"The Lost Saints of Tennessee," by Amy Franklin-Willis, and "That Woman: The Life of Wallis Simpson, Duchess of Windsor," by Anne Sebba
That Woman: The Life of Wallis Simpson Duchess of Windsor
This eighth-generation Southerner's debut novel skillfully chronicles the misadventures of a poor small-town Tennessee family from the 1950s to the '80s. It's narrated by two glum souls -- middle-aged Ezekiel Cooper, mired in boozy grief in the wake of his twin brother's drowning and a divorce he didn't want, and Lillian, the widowed mother from whom he is estranged, who is dying of lung cancer. Written in homespun but accomplished prose, it's a very good novel when relaying the Cooper family's many tragedies, struggles and secrets, but feels wooden and unbelievable when it moves to the Virginia apple farm owned by Ezekiel's aunt and uncle, where he flees for refuge and healing. The elderly couple's unconditional love and economic generosity are almost too good to believe, as is the presence right next door of a wealthy, sexy, single woman who raises horses. Hate to say a book's better in its dark passages than its hopeful ones, but it's painfully true with this one.

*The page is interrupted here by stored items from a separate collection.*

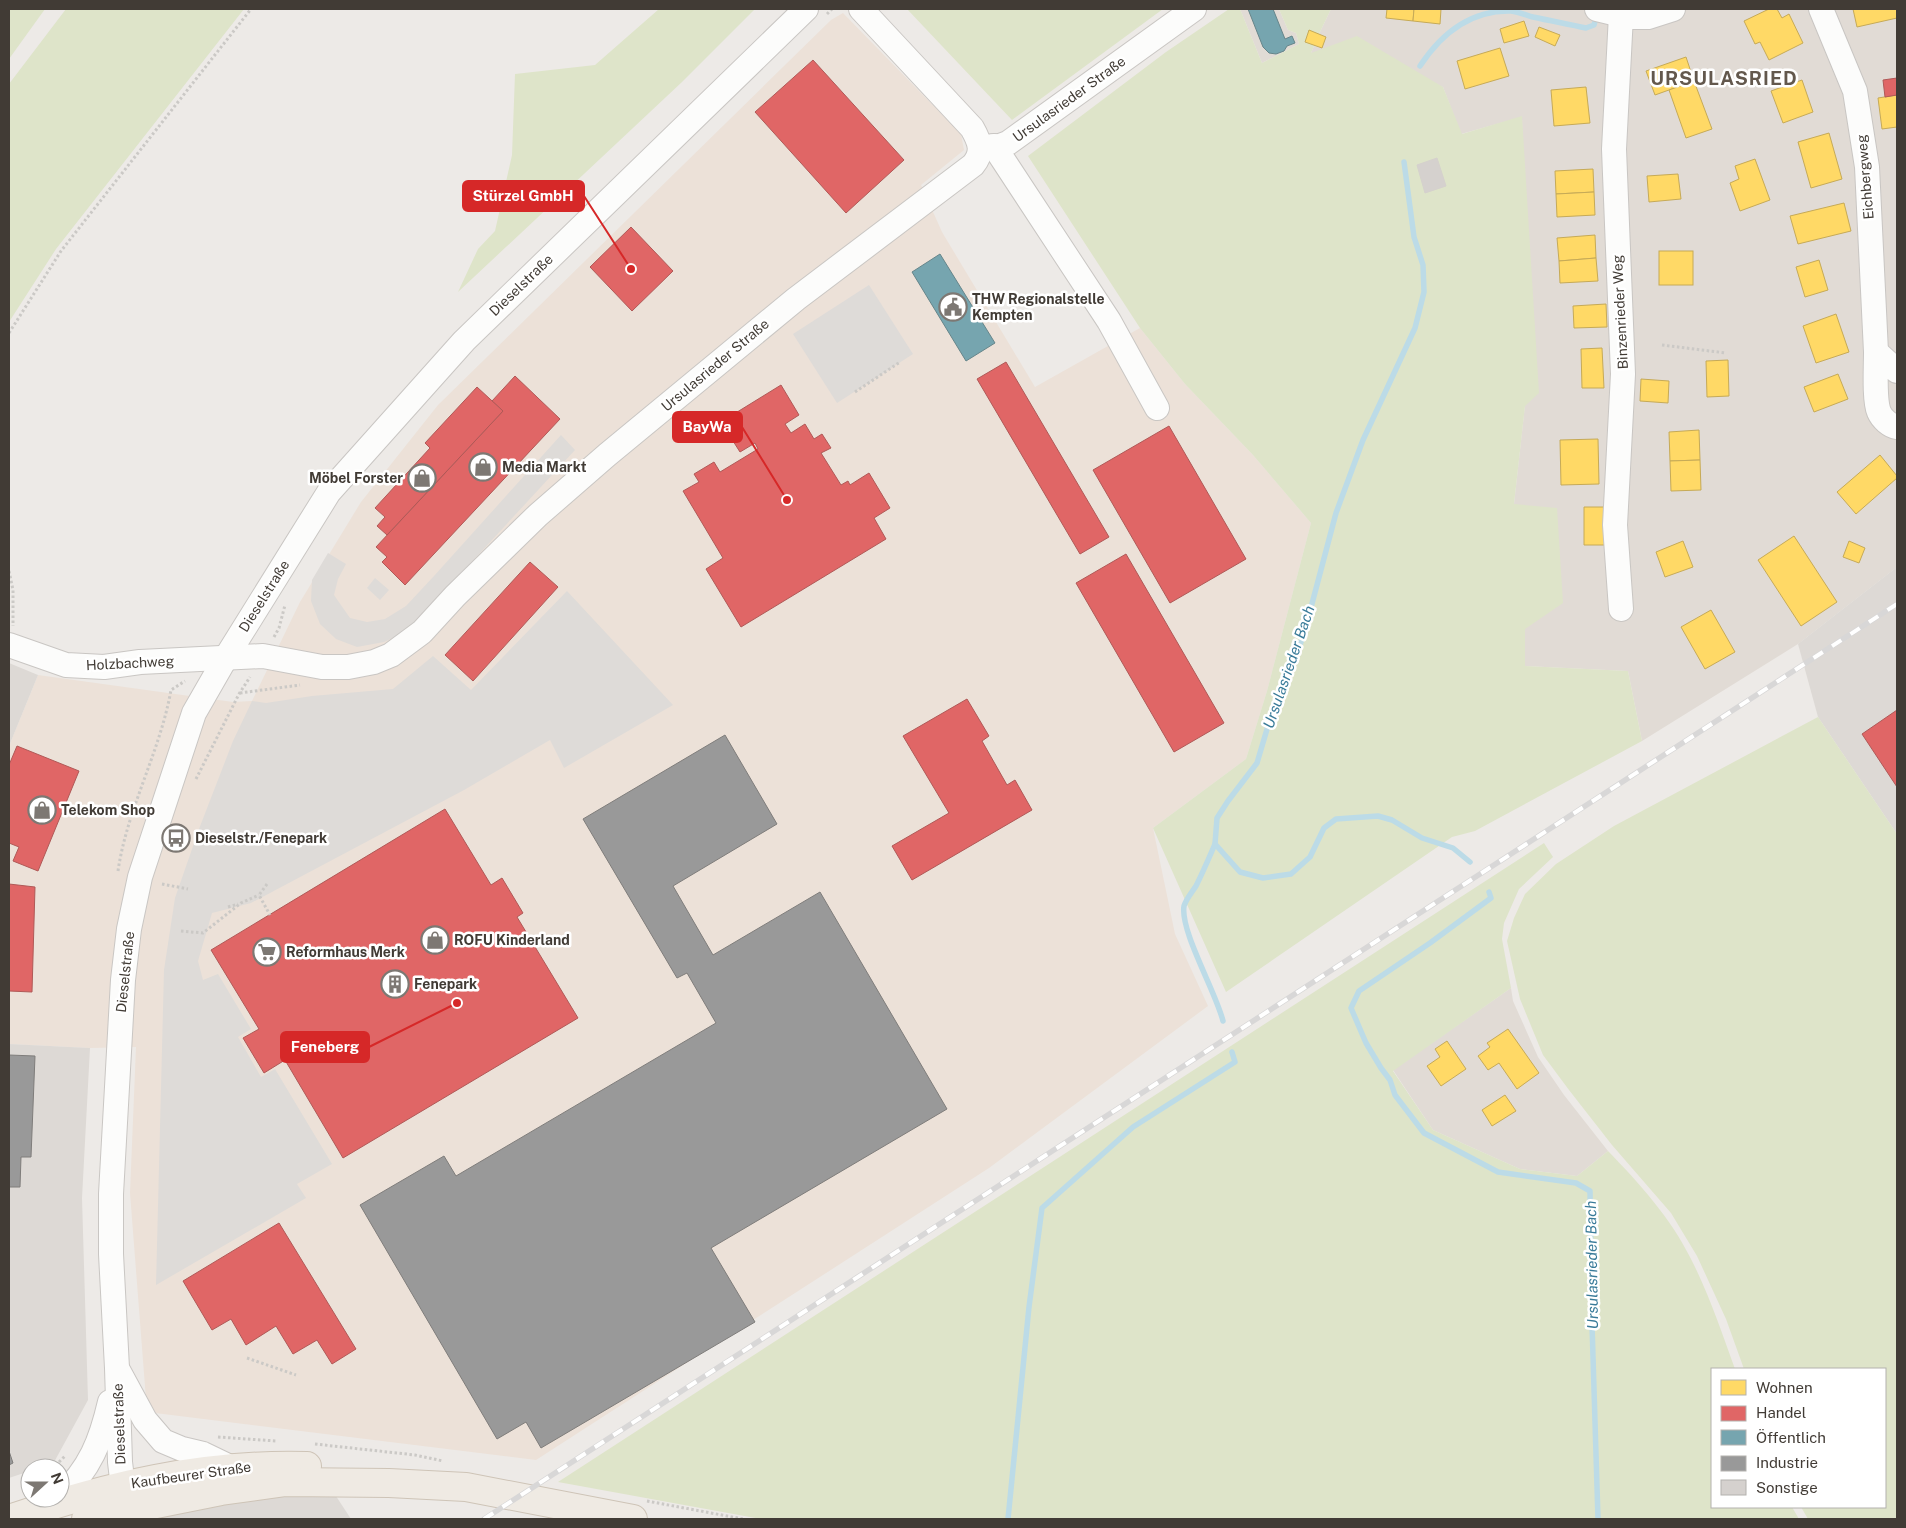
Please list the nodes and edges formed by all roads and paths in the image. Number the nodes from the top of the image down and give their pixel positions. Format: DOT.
graph roads {
  1 [pos="251,9"];
  2 [pos="832,9"];
  3 [pos="860,9"];
  4 [pos="1194,9"];
  5 [pos="1674,9"];
  6 [pos="1821,9"];
  7 [pos="816,12"];
  8 [pos="1608,12"];
  9 [pos="987,147"];
  10 [pos="9,333"];
  11 [pos="1662,345"];
  12 [pos="1876,352"];
  13 [pos="1726,353"];
  14 [pos="900,362"];
  15 [pos="1897,371"];
  16 [pos="855,392"];
  17 [pos="1157,408"];
  18 [pos="1897,427"];
  19 [pos="9,571"];
  20 [pos="285,604"];
  21 [pos="1622,609"];
  22 [pos="11,645"];
  23 [pos="263,656"];
  24 [pos="225,659"];
  25 [pos="239,694"];
  26 [pos="192,787"];
  27 [pos="164,875"];
  28 [pos="162,884"];
  29 [pos="267,884"];
  30 [pos="188,889"];
  31 [pos="158,892"];
  32 [pos="259,894"];
  33 [pos="241,903"];
  34 [pos="228,907"];
  35 [pos="270,914"];
  36 [pos="182,931"];
  37 [pos="247,1358"];
  38 [pos="117,1368"];
  39 [pos="296,1375"];
  40 [pos="230,1467"];
  41 [pos="70,1487"];
  42 [pos="466,1487"];
  43 [pos="70,1501"];
  44 [pos="124,1505"];
  45 [pos="37,1508"];
  46 [pos="9,1519"];
  47 [pos="86,1519"];
  48 [pos="633,1519"];
  1 -- 10 [label="path"];
  2 -- 7 [label="path"];
  3 -- 9 [label="street"];
  4 -- 9 [label="street, Ursulasrieder Straße"];
  5 -- 8 [label="street"];
  6 -- 12 [label="street, Eichbergweg"];
  7 -- 24 [label="street, Dieselstraße"];
  8 -- 21 [label="street, Binzenrieder Weg"];
  9 -- 17 [label="street"];
  9 -- 23 [label="street, Ursulasrieder Straße"];
  11 -- 13 [label="path"];
  12 -- 15 [label="street"];
  12 -- 18 [label="street, Eichbergweg"];
  14 -- 16 [label="path"];
  19 -- 22 [label="path"];
  20 -- 23 [label="path"];
  22 -- 24 [label="street, Holzbachweg"];
  23 -- 24 [label="street, Ursulasrieder Straße"];
  24 -- 38 [label="street, Dieselstraße"];
  25 -- 26 [label="path"];
  27 -- 28 [label="path"];
  28 -- 30 [label="path"];
  28 -- 31 [label="path"];
  29 -- 32 [label="path"];
  32 -- 33 [label="path"];
  32 -- 35 [label="path"];
  33 -- 34 [label="path"];
  33 -- 36 [label="path"];
  37 -- 39 [label="path"];
  38 -- 40 [label="street, Dieselstraße"];
  38 -- 41 [label="street, Dieselstraße"];
  38 -- 44 [label="street, Dieselstraße"];
  40 -- 42 [label="main road, Kaufbeurer Straße"];
  40 -- 44 [label="main road, Kaufbeurer Straße"];
  42 -- 44 [label="main road, Kaufbeurer Straße"];
  42 -- 48 [label="main road, Kaufbeurer Straße"];
  43 -- 44 [label="main road, Kaufbeurer Straße"];
  44 -- 47 [label="main road, Kaufbeurer Straße"];
  45 -- 46 [label="main road, Kaufbeurer Straße"];
}
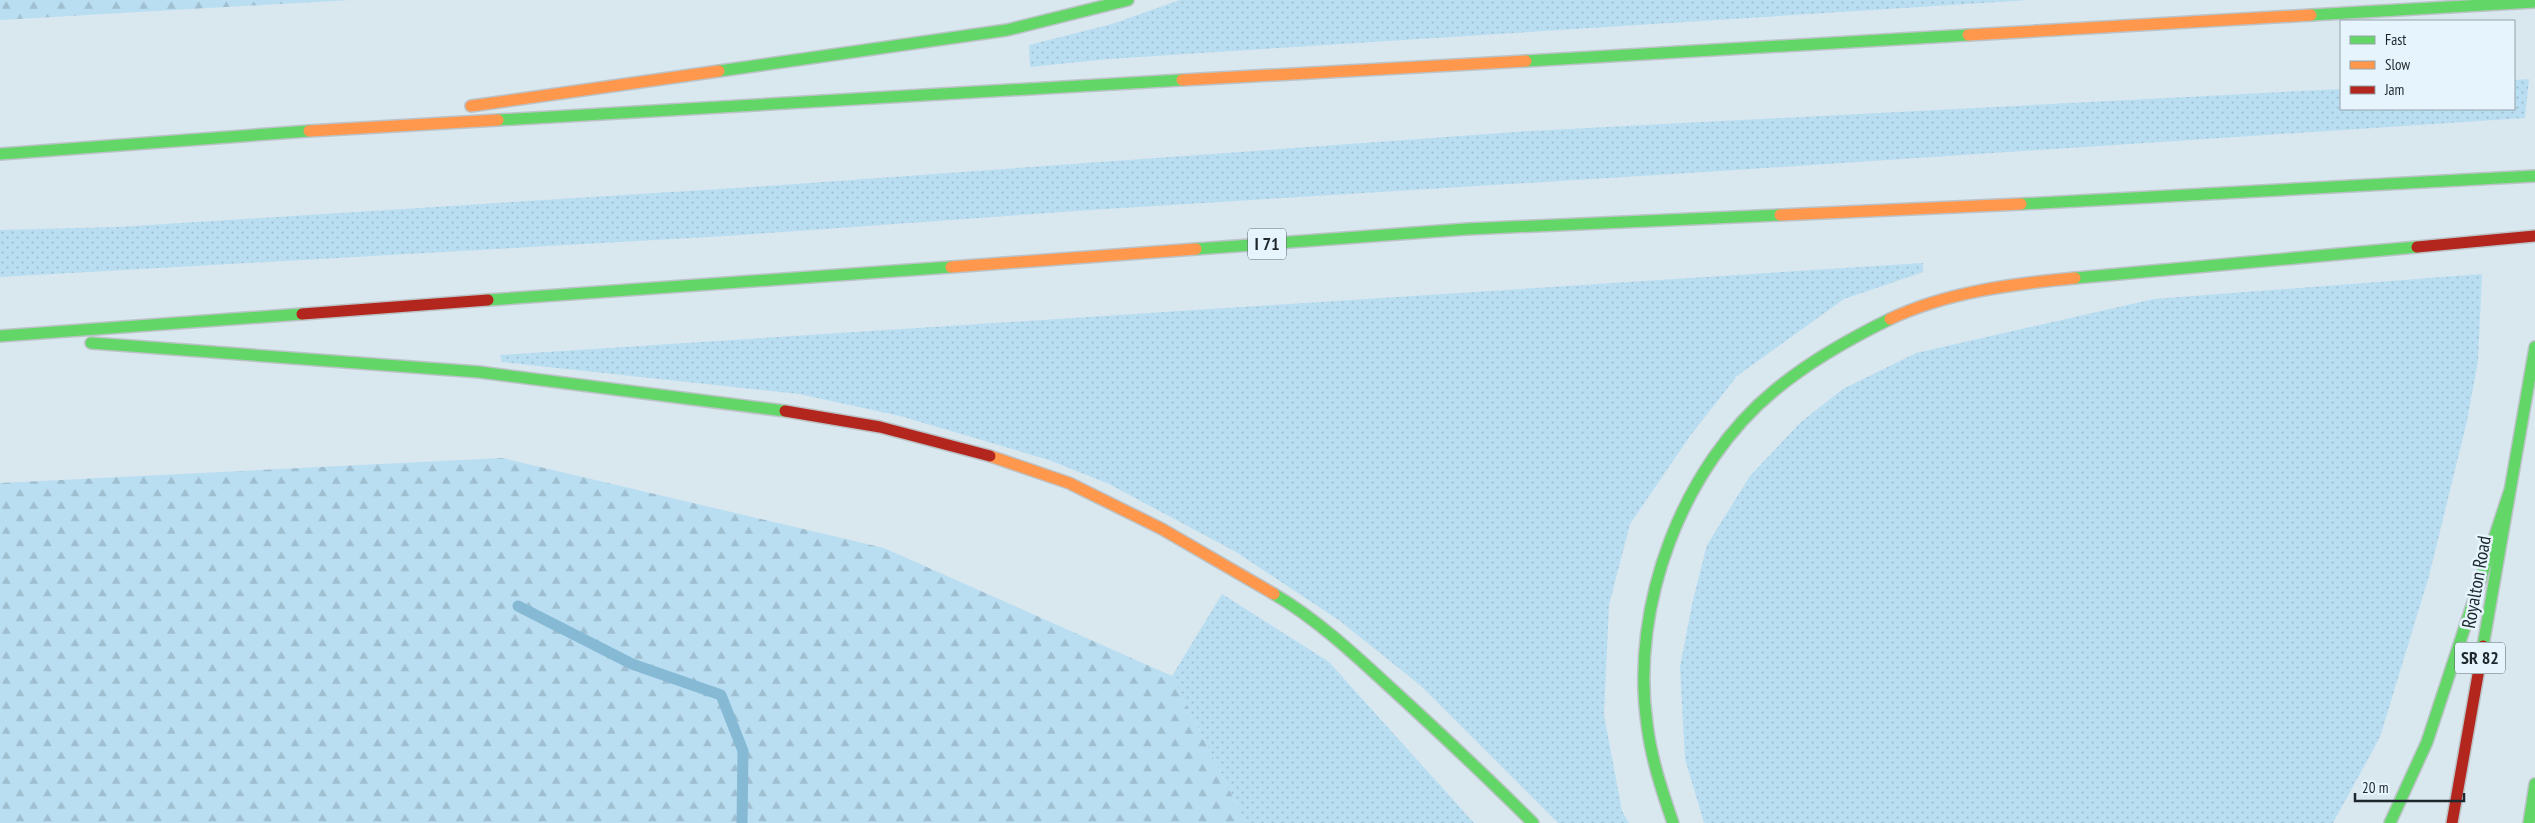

Still, it's an impressive first novel, perfect for anyone with a tenderness for rural Tennessee and tangled Southern families.
PAMELA MILLER, NIGHT METRO EDITOR
I assumed it would be difficult -- if not impossible -- to write a boring biography of Wallis Simpson, the American divorcee who brought down the king of England, but I was wrong.
Although thorough, well researched and documented in detail, Anne Sebba's book is surprisingly dull.
It seems that in her zeal to be accurate (something Simpson didn't bother with in her 1956 autobiography), Sebba examines her subjects with a microscope, ultimately wringing the life out of the colorful, chaotic and obsessively ambitious Simpson as well as her charming but infantile husband, King Edward VIII.
Too much is made of Simpson changing her name. (Does going from Bessiewallis to Wallis really qualify as "the supreme act of self-creation"?) And pages are devoted to a dry examination of whether Simpson has a disorder of sexual development, androgen insensitivity syndrome or was a pseudo-hermaphrodite. (Despite the fact that she quotes contemporary doctors, there is no conclusive evidence.)
The book is at its best when Sebba lets her subjects speak for themselves through their letters, or when she explains the reaction of the royalty to the American upstart, or when she reveals how the "world's greatest romance," as it was once known, was seen by the average pre-war Englishman.
Sebba does a notable job of encapsulating an era, but she never completely conjures her larger-than-life character.